I believe Magnus did it his way - slowly and gently - and I'm really glad he did as I wasn't injured by him and I recovered really quickly. He is so calm and cool. I can't help but feel a large part of that is because he came into the world so gently.
I feel absolutely over the moon about Magnus' birth, so empowered and strong and really, really grateful. And I'm so proud of myself, I just want to shout to everyone that I DID IT!!! My sweet boy came into the world the way we desperately wanted him to - gently into the water and his Daddy-Midwife's waiting arms!

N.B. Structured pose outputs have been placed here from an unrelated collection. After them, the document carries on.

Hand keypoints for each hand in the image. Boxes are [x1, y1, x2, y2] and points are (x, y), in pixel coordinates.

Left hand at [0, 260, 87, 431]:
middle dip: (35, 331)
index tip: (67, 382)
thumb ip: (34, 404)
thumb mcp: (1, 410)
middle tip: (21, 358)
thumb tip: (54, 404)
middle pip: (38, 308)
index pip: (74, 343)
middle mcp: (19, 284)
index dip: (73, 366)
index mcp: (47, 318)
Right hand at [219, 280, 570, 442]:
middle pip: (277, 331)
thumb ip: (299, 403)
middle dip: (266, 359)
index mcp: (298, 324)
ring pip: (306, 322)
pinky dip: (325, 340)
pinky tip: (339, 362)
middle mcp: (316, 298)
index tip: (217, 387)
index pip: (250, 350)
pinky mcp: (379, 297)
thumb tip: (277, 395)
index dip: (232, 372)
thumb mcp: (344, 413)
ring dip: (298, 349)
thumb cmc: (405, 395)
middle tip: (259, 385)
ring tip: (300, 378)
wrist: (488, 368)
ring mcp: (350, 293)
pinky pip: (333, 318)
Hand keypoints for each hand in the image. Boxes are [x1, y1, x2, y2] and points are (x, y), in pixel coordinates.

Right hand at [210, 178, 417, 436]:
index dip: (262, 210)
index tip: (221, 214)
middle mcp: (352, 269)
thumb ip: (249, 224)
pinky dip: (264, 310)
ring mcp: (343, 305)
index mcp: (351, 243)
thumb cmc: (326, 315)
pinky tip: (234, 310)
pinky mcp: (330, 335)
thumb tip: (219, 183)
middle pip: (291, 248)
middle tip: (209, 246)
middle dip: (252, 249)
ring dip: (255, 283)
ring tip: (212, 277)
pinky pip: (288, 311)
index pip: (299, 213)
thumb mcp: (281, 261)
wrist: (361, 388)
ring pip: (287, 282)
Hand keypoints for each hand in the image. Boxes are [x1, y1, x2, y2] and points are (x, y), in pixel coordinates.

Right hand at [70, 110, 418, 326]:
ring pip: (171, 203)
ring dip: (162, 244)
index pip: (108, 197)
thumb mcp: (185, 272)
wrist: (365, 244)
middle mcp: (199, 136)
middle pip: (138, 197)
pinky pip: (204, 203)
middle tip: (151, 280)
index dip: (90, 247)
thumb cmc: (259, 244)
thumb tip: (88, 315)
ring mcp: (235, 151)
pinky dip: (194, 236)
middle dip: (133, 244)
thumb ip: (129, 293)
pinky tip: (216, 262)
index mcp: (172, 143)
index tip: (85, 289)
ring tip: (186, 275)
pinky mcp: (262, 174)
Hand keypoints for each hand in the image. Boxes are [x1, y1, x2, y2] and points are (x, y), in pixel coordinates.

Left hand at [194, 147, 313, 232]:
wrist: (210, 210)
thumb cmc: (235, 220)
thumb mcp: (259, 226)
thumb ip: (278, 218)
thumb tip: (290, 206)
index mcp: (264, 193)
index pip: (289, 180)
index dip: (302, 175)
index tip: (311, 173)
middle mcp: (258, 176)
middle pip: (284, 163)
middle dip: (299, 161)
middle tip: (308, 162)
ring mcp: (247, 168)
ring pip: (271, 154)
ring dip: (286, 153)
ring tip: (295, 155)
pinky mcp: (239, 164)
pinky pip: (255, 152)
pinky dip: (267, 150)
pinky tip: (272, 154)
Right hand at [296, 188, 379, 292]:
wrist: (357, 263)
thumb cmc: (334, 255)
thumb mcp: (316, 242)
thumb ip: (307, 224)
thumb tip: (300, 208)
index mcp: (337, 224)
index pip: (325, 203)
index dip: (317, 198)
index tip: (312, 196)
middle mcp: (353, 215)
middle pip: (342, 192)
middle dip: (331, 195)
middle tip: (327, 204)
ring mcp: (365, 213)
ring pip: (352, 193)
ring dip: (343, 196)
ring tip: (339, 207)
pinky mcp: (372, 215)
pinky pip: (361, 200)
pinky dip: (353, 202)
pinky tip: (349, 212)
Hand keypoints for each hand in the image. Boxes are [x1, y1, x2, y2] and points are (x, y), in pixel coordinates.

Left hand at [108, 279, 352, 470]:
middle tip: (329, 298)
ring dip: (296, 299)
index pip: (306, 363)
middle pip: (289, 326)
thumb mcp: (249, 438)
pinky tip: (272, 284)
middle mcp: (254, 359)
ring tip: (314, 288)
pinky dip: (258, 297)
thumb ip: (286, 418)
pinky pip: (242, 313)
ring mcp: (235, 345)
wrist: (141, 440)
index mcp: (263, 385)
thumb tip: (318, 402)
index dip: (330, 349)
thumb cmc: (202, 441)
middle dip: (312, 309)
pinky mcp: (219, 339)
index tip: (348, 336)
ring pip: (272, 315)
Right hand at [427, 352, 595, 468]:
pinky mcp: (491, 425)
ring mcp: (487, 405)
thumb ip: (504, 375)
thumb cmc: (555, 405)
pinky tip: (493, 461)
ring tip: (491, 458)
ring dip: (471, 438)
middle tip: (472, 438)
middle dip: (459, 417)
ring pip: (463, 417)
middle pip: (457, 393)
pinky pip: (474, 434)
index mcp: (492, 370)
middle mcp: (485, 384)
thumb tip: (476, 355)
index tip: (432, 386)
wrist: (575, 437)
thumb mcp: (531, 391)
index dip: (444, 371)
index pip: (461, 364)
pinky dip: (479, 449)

We owe a great debt of gratitude to our Midwife Jo who was absolutely amazing, but I also know the preparation I put in made a big difference to my experience.
After giving birth to Magnus I was on a high, buzzing with excitement and strength and a strong feeling of achievement. After a little time to reflect, my perspective has shifted considerably.
Birthing was something that was missing from me, and such a big goal after the caesarean. It's funny how something that was such a big deal has now just become absorbed into a general sense of wholeness, rightness that wasn't there before. When I think of myself now, there is no gaping hole in my perception and experience, where before I was a mother but hadn't given birth. I hoped giving birth would be healing, but I couldn't have anticipated just how natural this "redemption" would feel.
I keep replaying Magnus' birth over and over in my head, for all the right reasons. I don't think the joy of the moment he emerged will ever fade from memory. I'm not sure if I will have any more children, but I feel I could give birth over and over. Just to feel that intense sense of intoxicating power and strength. The "I did it" feeling has almost gone even now, so soon after, replaced by a sense of "so what?" It was normal, natural, the way it was meant to be. It was absolutely brilliant.
Giving birth means I can now complete the jigsaw of my life experience to date. This was so important for me, I no longer even think of the fact I was haunted by missing a really big piece. I'm so glad I followed my heart and chose a HBAC.